> _EXERCISE_: Restate the records that follow word for word; no pictures should appear.

★ ★ ★ ★

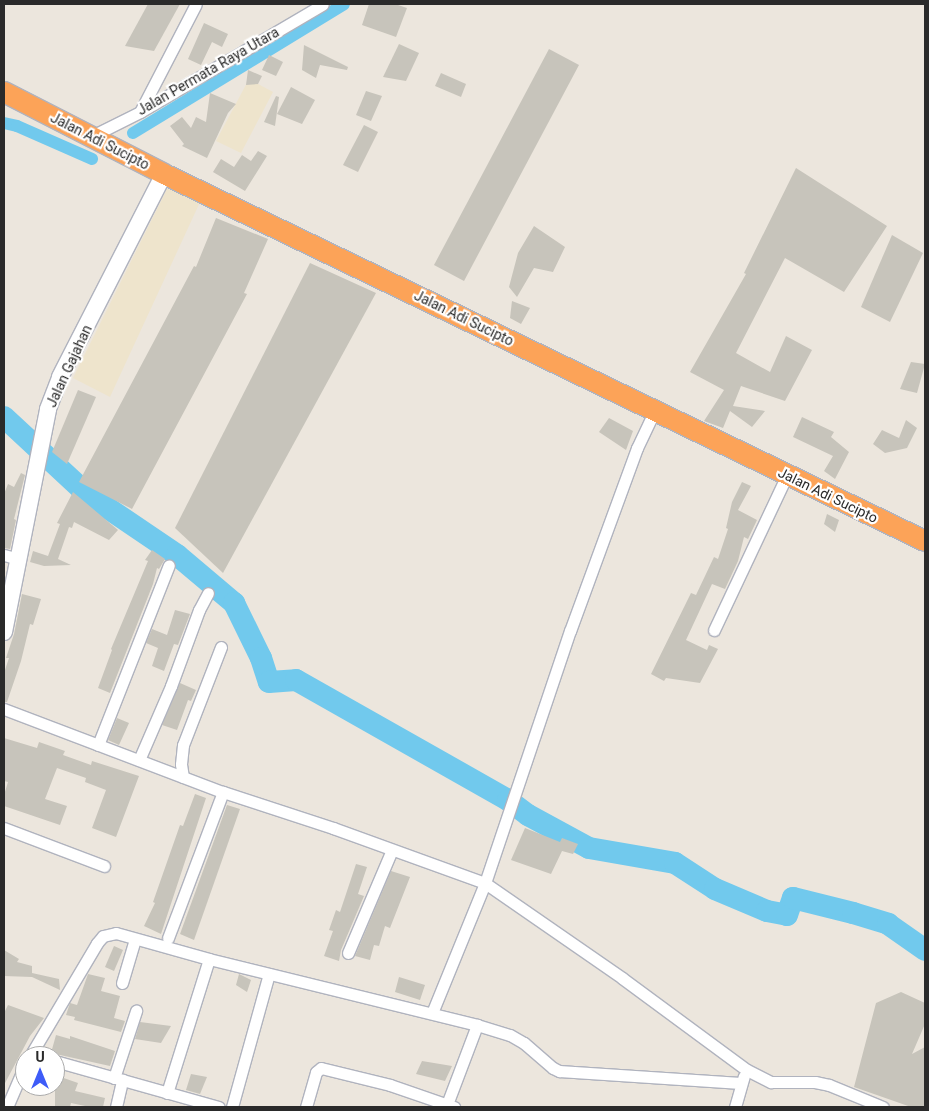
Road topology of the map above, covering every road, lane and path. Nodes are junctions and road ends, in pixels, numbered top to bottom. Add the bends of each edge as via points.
1 (196, 4) edge
2 (322, 4) edge
3 (4, 92) edge
4 (140, 112) junction
5 (92, 136) junction
6 (164, 174) junction
7 (655, 410) junction
8 (787, 475) junction
9 (925, 542) edge
10 (11, 557) edge
11 (169, 565) dead end
12 (208, 593) dead end
13 (714, 630) dead end
14 (4, 632) edge
15 (221, 647) dead end
16 (4, 709) edge
17 (98, 745) junction
18 (139, 760) junction
19 (183, 777) junction
20 (223, 792) junction
21 (4, 828) edge
22 (392, 850) junction
23 (104, 866) dead end
24 (485, 883) junction
25 (168, 938) dead end
26 (136, 939) junction
27 (348, 953) dead end
28 (209, 959) junction
29 (269, 974) junction
30 (122, 983) dead end
31 (136, 1011) dead end
32 (432, 1013) junction
33 (477, 1025) junction
34 (38, 1046) edge
35 (65, 1064) edge
36 (747, 1070) junction
37 (118, 1079) junction
38 (741, 1083) junction
39 (15, 1088) edge
40 (167, 1092) junction
41 (861, 1103) edge
42 (449, 1106) edge
43 (7, 1107) edge
44 (116, 1107) edge
45 (219, 1107) edge
46 (232, 1107) edge
47 (306, 1107) edge
48 (735, 1107) edge
49 (883, 1107) edge

1 - 4 street
2 - 4 street, Jalan Permata Raya Utara
3 - 5 highway, Jalan Adi Sucipto
4 - 5 street, Jalan Permata Raya Utara
5 - 6 highway, Jalan Adi Sucipto
6 - 7 highway, Jalan Adi Sucipto
6 - 10 street, Jalan Gajahan via 60,377 48,409 38,462
7 - 8 highway, Jalan Adi Sucipto
7 - 24 street via 637,448 570,631
8 - 9 highway, Jalan Adi Sucipto
8 - 13 street
10 - 14 street, Jalan Gajahan
11 - 17 street
12 - 18 street
15 - 19 street via 183,745
16 - 17 street
17 - 18 street
18 - 19 street
19 - 20 street
20 - 22 street
20 - 25 street
21 - 23 street
22 - 24 street
22 - 27 street
24 - 32 street
24 - 36 street
26 - 28 street
26 - 30 street
26 - 34 street via 116,933 103,936
28 - 29 street
28 - 40 street
29 - 32 street
29 - 46 street
31 - 37 street
32 - 33 street
33 - 38 street via 517,1039 559,1071
33 - 42 street
35 - 37 street
36 - 38 street
36 - 41 street via 771,1082 829,1085
37 - 40 street
37 - 44 street
38 - 48 street
39 - 43 street
40 - 45 street
41 - 49 street
42 - 47 street via 368,1079 321,1068 316,1072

★ ★ ★ ★

> _ANSWER AREA_:
Road topology of the map above, covering every road, lane and path. Nodes are junctions and road ends, in pixels, numbered top to bottom. Add the bends of each edge as via points.
1 (196, 4) edge
2 (322, 4) edge
3 (4, 92) edge
4 (140, 112) junction
5 (92, 136) junction
6 (164, 174) junction
7 (655, 410) junction
8 (787, 475) junction
9 (925, 542) edge
10 (11, 557) edge
11 (169, 565) dead end
12 (208, 593) dead end
13 (714, 630) dead end
14 (4, 632) edge
15 (221, 647) dead end
16 (4, 709) edge
17 (98, 745) junction
18 (139, 760) junction
19 (183, 777) junction
20 (223, 792) junction
21 (4, 828) edge
22 (392, 850) junction
23 (104, 866) dead end
24 (485, 883) junction
25 (168, 938) dead end
26 (136, 939) junction
27 (348, 953) dead end
28 (209, 959) junction
29 (269, 974) junction
30 (122, 983) dead end
31 (136, 1011) dead end
32 (432, 1013) junction
33 (477, 1025) junction
34 (38, 1046) edge
35 (65, 1064) edge
36 (747, 1070) junction
37 (118, 1079) junction
38 (741, 1083) junction
39 (15, 1088) edge
40 (167, 1092) junction
41 (861, 1103) edge
42 (449, 1106) edge
43 (7, 1107) edge
44 (116, 1107) edge
45 (219, 1107) edge
46 (232, 1107) edge
47 (306, 1107) edge
48 (735, 1107) edge
49 (883, 1107) edge

1 - 4 street
2 - 4 street, Jalan Permata Raya Utara
3 - 5 highway, Jalan Adi Sucipto
4 - 5 street, Jalan Permata Raya Utara
5 - 6 highway, Jalan Adi Sucipto
6 - 7 highway, Jalan Adi Sucipto
6 - 10 street, Jalan Gajahan via 60,377 48,409 38,462
7 - 8 highway, Jalan Adi Sucipto
7 - 24 street via 637,448 570,631
8 - 9 highway, Jalan Adi Sucipto
8 - 13 street
10 - 14 street, Jalan Gajahan
11 - 17 street
12 - 18 street
15 - 19 street via 183,745
16 - 17 street
17 - 18 street
18 - 19 street
19 - 20 street
20 - 22 street
20 - 25 street
21 - 23 street
22 - 24 street
22 - 27 street
24 - 32 street
24 - 36 street
26 - 28 street
26 - 30 street
26 - 34 street via 116,933 103,936
28 - 29 street
28 - 40 street
29 - 32 street
29 - 46 street
31 - 37 street
32 - 33 street
33 - 38 street via 517,1039 559,1071
33 - 42 street
35 - 37 street
36 - 38 street
36 - 41 street via 771,1082 829,1085
37 - 40 street
37 - 44 street
38 - 48 street
39 - 43 street
40 - 45 street
41 - 49 street
42 - 47 street via 368,1079 321,1068 316,1072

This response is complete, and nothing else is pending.